Mais au fil des pages et des années, le lecteur prend mesure de l’inquiétude grandissante du commandant qui, de fait, se retrouve, comme haut cadre hutu, de plus en plus esseulé au sein d’une administration et d’une armée peu à peu "purgées" de leurs éléments hutu. Son raisonnement qui méprisa longtemps les aspects de représentation numérique basée sur l’identité à la naissance se résolut progressivement à les admettre comme un mal nécessaire. Ses accusations se font plus insistantes sur l’extrémisme tutsi et les traîtres sont nommés. 

Dans un de ses rapports, il recommande explicitement au Président burundais de veiller à plus d’équilibre entre Hutu et Tutsi dans la répartition des responsabilités dans l’appareil étatique. Car, se résout-il à écrire, « le réalisme politique n’est pas de voir les choses comme elles devraient être, mais de les traiter comme elles sont ». Aujourd’hui, poursuit-il, « le problème est devenu instinctif ». C’est sans doute ce même « réalisme politique » qui, dans sa charge et ses devoirs de Ministre de l’Économie burundaise » le ramène à des sentiments plus amicaux envers le capitalisme. De tribord à bâbord, il désigne la structure économique burundaise comme « capitaliste » et recommande de facturer le « non alignement » : 

« Le réalisme dans notre non alignement positif conseille que notre politique étrangère soit basée sur le profit. Il n’est pas normal que des pays étrangers puissent tirer profit de notre soutien politique sans que notre attitude puisse être compensée par un effort soutenu de ces pays au développement de notre pays. Comme vous l’avez dit, il ne doit y avoir ni geste ni parole gratuits, tout doit être calculé. » 
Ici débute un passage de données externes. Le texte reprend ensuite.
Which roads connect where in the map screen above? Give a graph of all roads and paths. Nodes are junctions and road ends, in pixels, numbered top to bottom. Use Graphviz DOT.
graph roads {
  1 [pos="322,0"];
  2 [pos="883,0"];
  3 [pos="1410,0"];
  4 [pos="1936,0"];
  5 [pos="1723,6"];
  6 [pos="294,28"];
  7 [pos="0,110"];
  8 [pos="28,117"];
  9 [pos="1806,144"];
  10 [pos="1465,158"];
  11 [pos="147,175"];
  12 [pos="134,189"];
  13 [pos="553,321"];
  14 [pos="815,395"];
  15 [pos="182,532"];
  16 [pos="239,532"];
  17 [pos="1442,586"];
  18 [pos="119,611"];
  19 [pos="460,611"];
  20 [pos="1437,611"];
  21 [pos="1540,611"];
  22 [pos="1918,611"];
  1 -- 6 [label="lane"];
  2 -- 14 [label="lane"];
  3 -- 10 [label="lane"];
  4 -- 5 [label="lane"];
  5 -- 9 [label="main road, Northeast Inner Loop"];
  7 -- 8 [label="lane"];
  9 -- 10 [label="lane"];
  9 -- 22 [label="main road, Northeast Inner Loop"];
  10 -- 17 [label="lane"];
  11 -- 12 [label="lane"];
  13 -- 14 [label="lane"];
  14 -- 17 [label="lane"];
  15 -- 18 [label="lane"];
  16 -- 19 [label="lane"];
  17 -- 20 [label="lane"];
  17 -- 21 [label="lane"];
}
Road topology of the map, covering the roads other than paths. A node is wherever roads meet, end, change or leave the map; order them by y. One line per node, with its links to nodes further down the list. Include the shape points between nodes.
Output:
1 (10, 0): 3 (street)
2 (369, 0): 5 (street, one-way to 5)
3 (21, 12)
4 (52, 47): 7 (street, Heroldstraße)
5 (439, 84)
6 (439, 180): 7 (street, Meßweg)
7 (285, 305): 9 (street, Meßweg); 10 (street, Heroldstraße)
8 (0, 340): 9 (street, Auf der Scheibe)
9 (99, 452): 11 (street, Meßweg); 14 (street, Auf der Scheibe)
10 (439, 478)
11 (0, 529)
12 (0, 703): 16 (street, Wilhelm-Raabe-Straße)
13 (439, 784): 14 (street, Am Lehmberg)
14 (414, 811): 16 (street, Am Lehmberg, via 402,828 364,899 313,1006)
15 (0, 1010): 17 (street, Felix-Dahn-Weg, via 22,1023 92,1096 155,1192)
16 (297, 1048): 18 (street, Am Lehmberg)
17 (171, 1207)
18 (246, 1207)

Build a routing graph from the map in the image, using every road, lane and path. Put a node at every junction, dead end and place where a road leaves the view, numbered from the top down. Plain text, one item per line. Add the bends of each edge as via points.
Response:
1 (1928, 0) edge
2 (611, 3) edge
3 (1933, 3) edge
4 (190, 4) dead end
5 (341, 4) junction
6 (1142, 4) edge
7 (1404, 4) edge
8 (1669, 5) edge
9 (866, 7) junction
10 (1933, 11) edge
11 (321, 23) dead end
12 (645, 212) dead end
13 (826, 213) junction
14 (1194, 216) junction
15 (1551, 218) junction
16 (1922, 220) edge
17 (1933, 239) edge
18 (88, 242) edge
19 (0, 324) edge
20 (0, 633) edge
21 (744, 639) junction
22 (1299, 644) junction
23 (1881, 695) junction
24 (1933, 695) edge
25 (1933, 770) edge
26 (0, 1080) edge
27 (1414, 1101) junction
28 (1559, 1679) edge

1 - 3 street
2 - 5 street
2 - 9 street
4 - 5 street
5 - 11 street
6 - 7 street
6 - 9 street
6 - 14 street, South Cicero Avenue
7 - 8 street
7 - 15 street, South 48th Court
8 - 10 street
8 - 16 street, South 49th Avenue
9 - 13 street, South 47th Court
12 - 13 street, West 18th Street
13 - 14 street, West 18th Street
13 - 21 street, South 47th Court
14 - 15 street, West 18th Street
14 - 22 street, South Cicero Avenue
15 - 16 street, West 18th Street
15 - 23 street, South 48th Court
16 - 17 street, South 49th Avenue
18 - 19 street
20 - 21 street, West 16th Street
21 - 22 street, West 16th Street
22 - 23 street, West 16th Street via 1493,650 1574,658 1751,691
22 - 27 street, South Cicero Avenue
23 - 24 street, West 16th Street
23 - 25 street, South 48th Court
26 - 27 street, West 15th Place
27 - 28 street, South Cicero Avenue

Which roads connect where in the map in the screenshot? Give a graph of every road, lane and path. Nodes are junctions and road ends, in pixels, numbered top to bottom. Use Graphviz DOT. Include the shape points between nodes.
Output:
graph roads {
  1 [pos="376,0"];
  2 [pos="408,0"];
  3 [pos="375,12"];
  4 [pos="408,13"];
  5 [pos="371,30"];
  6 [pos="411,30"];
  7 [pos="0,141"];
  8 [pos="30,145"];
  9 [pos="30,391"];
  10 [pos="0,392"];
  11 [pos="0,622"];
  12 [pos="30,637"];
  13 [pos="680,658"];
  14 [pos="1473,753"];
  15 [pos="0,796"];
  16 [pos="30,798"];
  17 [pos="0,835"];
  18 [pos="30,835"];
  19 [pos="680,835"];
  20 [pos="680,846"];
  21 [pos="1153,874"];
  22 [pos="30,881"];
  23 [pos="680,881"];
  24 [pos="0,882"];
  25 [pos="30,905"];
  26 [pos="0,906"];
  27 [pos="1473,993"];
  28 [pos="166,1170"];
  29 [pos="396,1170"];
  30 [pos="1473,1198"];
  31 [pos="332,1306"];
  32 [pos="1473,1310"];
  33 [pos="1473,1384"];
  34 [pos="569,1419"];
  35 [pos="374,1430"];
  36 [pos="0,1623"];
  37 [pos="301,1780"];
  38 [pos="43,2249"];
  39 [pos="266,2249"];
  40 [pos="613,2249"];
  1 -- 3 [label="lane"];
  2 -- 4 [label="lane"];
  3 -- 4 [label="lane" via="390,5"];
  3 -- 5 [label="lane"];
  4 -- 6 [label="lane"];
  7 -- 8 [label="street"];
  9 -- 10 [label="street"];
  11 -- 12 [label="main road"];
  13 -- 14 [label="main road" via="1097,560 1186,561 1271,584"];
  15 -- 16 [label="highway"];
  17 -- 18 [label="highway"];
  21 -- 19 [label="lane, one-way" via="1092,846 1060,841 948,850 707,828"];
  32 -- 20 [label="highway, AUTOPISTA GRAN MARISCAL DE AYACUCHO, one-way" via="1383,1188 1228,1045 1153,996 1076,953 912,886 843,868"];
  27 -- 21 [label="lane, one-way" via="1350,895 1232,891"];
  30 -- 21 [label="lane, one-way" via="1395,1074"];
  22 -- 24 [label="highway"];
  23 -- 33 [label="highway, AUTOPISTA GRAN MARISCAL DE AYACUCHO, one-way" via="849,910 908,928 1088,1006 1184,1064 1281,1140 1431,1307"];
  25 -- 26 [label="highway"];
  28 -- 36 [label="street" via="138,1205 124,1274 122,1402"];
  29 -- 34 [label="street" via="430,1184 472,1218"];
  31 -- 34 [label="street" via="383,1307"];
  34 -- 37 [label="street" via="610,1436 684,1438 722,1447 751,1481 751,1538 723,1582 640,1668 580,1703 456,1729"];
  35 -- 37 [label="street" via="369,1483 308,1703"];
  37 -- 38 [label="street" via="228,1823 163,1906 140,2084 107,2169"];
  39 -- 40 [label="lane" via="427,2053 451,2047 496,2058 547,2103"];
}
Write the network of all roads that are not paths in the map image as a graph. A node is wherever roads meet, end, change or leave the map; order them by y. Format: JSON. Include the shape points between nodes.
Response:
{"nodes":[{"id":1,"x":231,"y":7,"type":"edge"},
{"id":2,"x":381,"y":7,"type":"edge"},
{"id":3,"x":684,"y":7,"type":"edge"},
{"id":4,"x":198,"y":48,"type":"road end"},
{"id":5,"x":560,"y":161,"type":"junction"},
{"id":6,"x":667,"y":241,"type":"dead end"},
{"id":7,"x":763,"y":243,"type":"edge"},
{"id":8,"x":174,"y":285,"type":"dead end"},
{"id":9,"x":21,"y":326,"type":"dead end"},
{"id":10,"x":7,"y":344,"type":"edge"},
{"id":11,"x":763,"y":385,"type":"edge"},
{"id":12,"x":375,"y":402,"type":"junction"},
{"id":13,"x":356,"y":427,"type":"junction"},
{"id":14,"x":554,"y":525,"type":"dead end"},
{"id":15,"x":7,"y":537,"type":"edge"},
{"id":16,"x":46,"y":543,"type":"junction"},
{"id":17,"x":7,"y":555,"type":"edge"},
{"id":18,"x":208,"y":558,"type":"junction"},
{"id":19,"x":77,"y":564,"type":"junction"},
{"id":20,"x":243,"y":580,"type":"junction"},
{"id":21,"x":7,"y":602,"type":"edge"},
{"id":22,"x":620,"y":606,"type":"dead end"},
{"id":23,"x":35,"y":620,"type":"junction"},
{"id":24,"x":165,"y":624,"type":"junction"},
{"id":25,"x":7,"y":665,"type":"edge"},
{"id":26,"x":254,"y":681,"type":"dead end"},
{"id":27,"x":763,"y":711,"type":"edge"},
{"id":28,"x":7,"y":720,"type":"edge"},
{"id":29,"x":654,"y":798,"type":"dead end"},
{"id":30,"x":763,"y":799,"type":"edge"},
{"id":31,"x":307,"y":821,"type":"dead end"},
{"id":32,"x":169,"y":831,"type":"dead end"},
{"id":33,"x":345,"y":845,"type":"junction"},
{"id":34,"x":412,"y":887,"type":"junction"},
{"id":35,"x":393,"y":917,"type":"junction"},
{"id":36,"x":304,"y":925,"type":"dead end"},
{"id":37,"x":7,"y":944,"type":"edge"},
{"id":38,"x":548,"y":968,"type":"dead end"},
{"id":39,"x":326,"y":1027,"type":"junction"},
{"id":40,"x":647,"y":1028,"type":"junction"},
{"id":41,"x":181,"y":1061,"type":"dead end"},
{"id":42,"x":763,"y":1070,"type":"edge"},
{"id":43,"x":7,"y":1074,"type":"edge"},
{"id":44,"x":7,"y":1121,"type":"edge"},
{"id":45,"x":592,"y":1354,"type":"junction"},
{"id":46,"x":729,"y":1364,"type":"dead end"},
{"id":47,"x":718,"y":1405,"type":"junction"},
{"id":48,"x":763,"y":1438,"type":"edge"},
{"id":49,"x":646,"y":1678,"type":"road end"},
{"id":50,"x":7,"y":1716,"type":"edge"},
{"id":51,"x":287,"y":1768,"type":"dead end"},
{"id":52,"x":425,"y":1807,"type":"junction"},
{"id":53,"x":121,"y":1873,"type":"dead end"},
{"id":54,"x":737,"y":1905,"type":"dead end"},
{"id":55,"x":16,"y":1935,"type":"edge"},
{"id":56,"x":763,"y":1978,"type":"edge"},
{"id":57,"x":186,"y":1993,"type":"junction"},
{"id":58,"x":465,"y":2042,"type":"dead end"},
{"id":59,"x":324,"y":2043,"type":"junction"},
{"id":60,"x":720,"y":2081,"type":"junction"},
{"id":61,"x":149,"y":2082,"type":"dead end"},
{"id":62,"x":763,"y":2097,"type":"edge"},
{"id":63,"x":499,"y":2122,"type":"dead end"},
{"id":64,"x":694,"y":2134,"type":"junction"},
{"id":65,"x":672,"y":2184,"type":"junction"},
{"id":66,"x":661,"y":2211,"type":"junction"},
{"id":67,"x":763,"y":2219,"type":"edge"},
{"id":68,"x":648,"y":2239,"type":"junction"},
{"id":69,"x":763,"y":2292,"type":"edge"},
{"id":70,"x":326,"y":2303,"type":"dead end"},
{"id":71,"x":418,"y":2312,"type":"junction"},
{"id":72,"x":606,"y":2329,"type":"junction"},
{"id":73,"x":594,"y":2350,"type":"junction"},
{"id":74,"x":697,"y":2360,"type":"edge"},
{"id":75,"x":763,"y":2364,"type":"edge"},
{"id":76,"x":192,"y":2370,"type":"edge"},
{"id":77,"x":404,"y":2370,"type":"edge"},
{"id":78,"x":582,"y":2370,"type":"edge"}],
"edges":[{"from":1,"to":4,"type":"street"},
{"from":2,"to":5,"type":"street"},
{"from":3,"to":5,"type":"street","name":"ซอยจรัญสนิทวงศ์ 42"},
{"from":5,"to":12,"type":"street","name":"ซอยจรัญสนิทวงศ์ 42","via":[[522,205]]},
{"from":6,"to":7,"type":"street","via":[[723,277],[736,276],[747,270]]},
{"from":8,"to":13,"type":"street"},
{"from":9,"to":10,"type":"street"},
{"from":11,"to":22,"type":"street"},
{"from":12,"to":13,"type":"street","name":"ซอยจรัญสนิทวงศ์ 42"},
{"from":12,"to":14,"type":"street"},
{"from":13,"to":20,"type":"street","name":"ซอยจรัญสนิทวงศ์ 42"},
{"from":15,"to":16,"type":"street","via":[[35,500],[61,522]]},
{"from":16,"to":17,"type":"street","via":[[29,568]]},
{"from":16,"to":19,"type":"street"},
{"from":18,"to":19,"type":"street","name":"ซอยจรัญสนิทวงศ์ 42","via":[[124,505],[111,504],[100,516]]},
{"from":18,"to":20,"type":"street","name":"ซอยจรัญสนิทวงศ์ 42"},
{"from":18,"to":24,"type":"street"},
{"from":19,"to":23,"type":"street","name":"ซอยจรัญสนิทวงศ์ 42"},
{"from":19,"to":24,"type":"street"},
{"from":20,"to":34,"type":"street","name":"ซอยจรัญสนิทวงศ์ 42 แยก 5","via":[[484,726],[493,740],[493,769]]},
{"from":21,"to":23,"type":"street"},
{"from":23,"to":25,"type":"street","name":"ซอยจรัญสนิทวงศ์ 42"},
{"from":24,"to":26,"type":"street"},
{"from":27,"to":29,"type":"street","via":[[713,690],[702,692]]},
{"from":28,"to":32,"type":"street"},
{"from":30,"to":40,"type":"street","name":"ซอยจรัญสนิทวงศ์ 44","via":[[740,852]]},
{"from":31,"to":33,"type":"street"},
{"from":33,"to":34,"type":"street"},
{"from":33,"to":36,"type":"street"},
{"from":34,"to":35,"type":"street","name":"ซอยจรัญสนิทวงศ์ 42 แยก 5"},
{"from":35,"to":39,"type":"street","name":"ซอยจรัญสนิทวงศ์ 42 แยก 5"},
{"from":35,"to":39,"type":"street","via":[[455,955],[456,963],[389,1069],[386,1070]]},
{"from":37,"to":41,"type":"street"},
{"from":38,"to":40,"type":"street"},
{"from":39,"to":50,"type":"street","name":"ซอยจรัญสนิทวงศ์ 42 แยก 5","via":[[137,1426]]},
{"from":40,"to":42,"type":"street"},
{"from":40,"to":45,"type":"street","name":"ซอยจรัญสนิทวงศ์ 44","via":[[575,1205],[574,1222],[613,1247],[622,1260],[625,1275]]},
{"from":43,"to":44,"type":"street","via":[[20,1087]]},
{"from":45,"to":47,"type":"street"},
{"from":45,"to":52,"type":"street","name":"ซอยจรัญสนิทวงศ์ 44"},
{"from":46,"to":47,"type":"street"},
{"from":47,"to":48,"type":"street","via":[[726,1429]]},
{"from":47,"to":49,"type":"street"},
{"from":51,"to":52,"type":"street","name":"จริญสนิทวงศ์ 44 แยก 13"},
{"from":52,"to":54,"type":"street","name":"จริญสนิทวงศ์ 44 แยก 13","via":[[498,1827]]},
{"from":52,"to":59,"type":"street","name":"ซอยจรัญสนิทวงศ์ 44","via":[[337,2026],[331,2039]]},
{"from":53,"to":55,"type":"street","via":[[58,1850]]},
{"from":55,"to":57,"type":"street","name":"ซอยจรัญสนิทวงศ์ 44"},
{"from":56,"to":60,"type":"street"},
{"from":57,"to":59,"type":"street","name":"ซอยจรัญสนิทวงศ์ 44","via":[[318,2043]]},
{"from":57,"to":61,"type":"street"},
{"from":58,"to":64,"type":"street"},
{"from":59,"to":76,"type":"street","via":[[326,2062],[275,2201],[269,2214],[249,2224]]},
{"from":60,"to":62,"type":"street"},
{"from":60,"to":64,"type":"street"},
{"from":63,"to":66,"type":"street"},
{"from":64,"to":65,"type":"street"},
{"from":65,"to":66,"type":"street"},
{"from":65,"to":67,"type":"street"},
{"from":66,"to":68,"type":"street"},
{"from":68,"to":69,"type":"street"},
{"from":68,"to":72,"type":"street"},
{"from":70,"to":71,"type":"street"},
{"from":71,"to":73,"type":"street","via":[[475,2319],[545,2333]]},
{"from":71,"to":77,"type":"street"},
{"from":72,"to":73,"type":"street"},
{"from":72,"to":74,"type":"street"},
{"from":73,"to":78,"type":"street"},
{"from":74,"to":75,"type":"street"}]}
C’est dans la deuxième partie du Recueil, perdus dans le flot des lettres de l’auteure, publiées sans commentaire, que le lecteur repêchera des compléments d’information précieux sur les circonstances de la mort du Commandant. Sa date exacte demeurera sans doute inconnue pour longtemps encore. Le 30 avril 1972, à trois heures du matin, se souvient Rose, « mon mari, qui dormait à la maison, fut réveillé par un appel téléphonique du chef des Forces Armées, qui lui ordonnait de rejoindre sa base, car on craignait que des troubles n’éclatent dans certains régions. » Dans une autre lettre, elle précise que par la suite, il l’appela deux fois : en arrivant au camp et à 6 heures du matin. Mais elle ne le revit plus jamais. « Il me parla des quelques coups de feu entendus la veille au soir, de la mort du garde du corps de Micombero, de l’antenne de radio abattue et d’un voyage possible à l’intérieur du pays, mais rien au sujet d’une invasion du Burundi par des monarchistes, ni d’un soulèvement hutu. » Cette partie du livre expose les démarches multiples et souvent vaines de l’auteure pour engager le gouvernement de son pays d’adoption, le Canada, dans des enquêtes sur la tragédie de 1972. Les gouvernements du Burundi, sous les présidents Bagaza et Buyoya, eurent aussi leur lot de lettres, toutes convergeant sur une requête en justice pour son mari et pour toutes les familles des victimes du génocide de 1972. 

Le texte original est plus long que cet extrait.